How does X + Y compare with the friction losses of a conventional gearless centrifugal?

desA
24-05-2010, 10:58 AM
Can these compressors be used in a heat-pump?

RogerCool
29-06-2010, 08:48 AM
Nice to hear from you Jackson, I work for the GDF SUEZ group and are one of the only AXIMA trained engineers in the UK, any information such as Factory/Service Manuals for the compressors would be useful.

hello bash, you must be working for that total a**wipe DB, many engineers left because of him, how is he still working there?

Or are you one of the ones that went across to TM44 and soon to follow the manager to new arizons?

either way gdf suez are going nowhere if they can not retain good engineers and they wont with that supervisor still there, i know a very good engineer that left after only 3 weeks cause of this person and his name is on everyones lips in the south as a result

considered working there myself as money is quite good but i prefer to be happy at work rather than chase the money and put up with idi*ts.

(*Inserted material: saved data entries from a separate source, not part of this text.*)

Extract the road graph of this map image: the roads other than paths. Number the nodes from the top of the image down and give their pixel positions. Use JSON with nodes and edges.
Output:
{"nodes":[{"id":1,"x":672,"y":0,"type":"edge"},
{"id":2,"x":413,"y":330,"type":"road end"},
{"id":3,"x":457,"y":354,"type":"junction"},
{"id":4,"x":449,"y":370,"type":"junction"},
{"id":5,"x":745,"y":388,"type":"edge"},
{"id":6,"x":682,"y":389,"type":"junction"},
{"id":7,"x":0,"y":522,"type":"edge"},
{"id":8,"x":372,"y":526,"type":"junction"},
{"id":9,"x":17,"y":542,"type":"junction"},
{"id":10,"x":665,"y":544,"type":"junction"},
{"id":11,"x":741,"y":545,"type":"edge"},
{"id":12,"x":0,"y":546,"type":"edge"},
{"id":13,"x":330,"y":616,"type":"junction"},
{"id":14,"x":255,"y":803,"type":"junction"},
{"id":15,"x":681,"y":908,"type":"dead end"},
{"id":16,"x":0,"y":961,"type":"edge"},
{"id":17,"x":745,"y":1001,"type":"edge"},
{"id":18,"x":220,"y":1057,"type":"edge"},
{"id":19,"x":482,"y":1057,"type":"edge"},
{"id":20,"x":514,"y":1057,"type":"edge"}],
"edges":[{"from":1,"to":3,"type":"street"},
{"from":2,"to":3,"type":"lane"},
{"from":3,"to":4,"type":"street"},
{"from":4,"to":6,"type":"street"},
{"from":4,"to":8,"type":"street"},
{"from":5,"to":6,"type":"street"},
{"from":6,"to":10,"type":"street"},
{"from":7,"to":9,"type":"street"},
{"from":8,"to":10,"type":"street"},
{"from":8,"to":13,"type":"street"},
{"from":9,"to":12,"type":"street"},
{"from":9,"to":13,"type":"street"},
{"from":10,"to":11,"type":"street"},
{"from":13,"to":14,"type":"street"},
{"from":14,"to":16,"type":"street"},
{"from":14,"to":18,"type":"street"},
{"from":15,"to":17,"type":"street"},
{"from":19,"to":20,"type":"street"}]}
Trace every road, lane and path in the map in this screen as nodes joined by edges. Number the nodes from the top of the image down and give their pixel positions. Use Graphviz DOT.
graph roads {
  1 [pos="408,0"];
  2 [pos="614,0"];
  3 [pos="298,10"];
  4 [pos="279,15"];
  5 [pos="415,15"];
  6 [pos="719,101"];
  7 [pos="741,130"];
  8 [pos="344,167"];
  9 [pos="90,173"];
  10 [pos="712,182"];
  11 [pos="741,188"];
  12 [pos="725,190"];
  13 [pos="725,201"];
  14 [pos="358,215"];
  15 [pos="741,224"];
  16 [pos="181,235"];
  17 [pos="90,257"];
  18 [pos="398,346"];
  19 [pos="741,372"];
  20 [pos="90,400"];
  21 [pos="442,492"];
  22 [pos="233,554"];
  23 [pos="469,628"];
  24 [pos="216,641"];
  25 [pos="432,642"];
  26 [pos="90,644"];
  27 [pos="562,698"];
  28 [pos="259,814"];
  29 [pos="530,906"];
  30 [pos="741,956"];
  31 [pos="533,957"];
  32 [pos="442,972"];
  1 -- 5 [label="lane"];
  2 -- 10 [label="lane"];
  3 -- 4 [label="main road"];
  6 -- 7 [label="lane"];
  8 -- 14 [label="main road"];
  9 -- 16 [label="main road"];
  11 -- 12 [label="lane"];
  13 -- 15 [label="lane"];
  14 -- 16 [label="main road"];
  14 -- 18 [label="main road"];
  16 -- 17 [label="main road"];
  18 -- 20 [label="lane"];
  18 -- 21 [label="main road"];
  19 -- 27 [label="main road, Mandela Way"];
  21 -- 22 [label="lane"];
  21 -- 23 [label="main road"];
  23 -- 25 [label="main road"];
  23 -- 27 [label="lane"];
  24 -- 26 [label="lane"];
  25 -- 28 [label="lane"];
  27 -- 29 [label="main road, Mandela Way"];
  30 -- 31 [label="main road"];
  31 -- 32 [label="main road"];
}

must be true what i hear as this as come from 3 different engineers that worked there and one that still does who is just waiting for the right job to come along and then he is off also

if your 6'10" and from beds you know me anyway

regards

NoNickName
29-06-2010, 09:33 AM
Turbocor compressors are good in terms of efficiency and energy saving, but no good for low temperature applications, as well as high ambient temperature. I see very few countries in the world that can exploit that potential. Few years have passed since this thread was opened, and no real advancement from Turbocor (or Danfoss, that is) in these regards were made.

Bash1803
30-06-2010, 07:33 AM
hello bash, you must be working for that total a**wipe DB, many engineers left because of him, how is he still working there?

Or are you one of the ones that went across to TM44 and soon to follow the manager to new arizons?

either way gdf suez are going nowhere if they can not retain good engineers and they wont with that supervisor still there, i know a very good engineer that left after only 3 weeks cause of this person and his name is on everyones lips in the south as a result

considered working there myself as money is quite good but i prefer to be happy at work rather than chase the money and put up with idi*ts.

must be true what i hear as this as come from 3 different engineers that worked there and one that still does who is just waiting for the right job to come along and then he is off also

if your 6'10" and from beds you know me anyway

regards

Hi Roger,

Thanks for your reply.
I was working within the service division of the company but have now moved to the Technical Division.
Unfortunatley, I cannot comment on internal company politics as it would be slightly un-professional, especially as I have no idea who you are!
Most managers and supervisors can be pratts, but I have found that as long as you get on and do the job without causing problems, they seem to leave you alone.

I'm about 6'2" and from Berks so you may not know me, but I beleive you are thinking of one of my colleagues.

Please don't hesitate to send me a PM if you fancy a chat, also to clue me up on who I'm speaking to as you seem to know me, but I have no idea who you are.

Many thanks,

Bash

ice wombat
22-10-2010, 11:46 AM
Anyone knows about the differences between the Turbocor and the brand new McQuay centrifugal compressors with magnetic beraings used in the WMC/WME range? The principle seems to be the same... Where's the difference?

iw

goshen
24-10-2010, 06:09 AM
Anyone knows about the differences between the Turbocor and the brand new McQuay centrifugal compressors with magnetic beraings used in the WMC/WME range? The principle seems to be the same... Where's the difference?

iw
Hi
no differnce!
http://www.mcquay.com/mcquaybiz/literature/lit_ch_wc/Brochures/Frictionless_Comp_Chiller.pdf

bigsk
22-04-2011, 10:10 AM
does york and mcqury magnetic bearing centrifigul compressors OEM by turboCor?

goshen
22-04-2011, 12:28 PM
yes they are the same

jonjon200
27-04-2011, 08:53 PM
i have been working on the turbocor chillers for a few years now and the best two ways iv found is the standard leak spray or i an ultrasound leak detector. i know there expensive but there arwe some cheaper versions around. and yes in noisey environments it is hard to listen for the leaks but when you get use to using the kit iv found it very handy.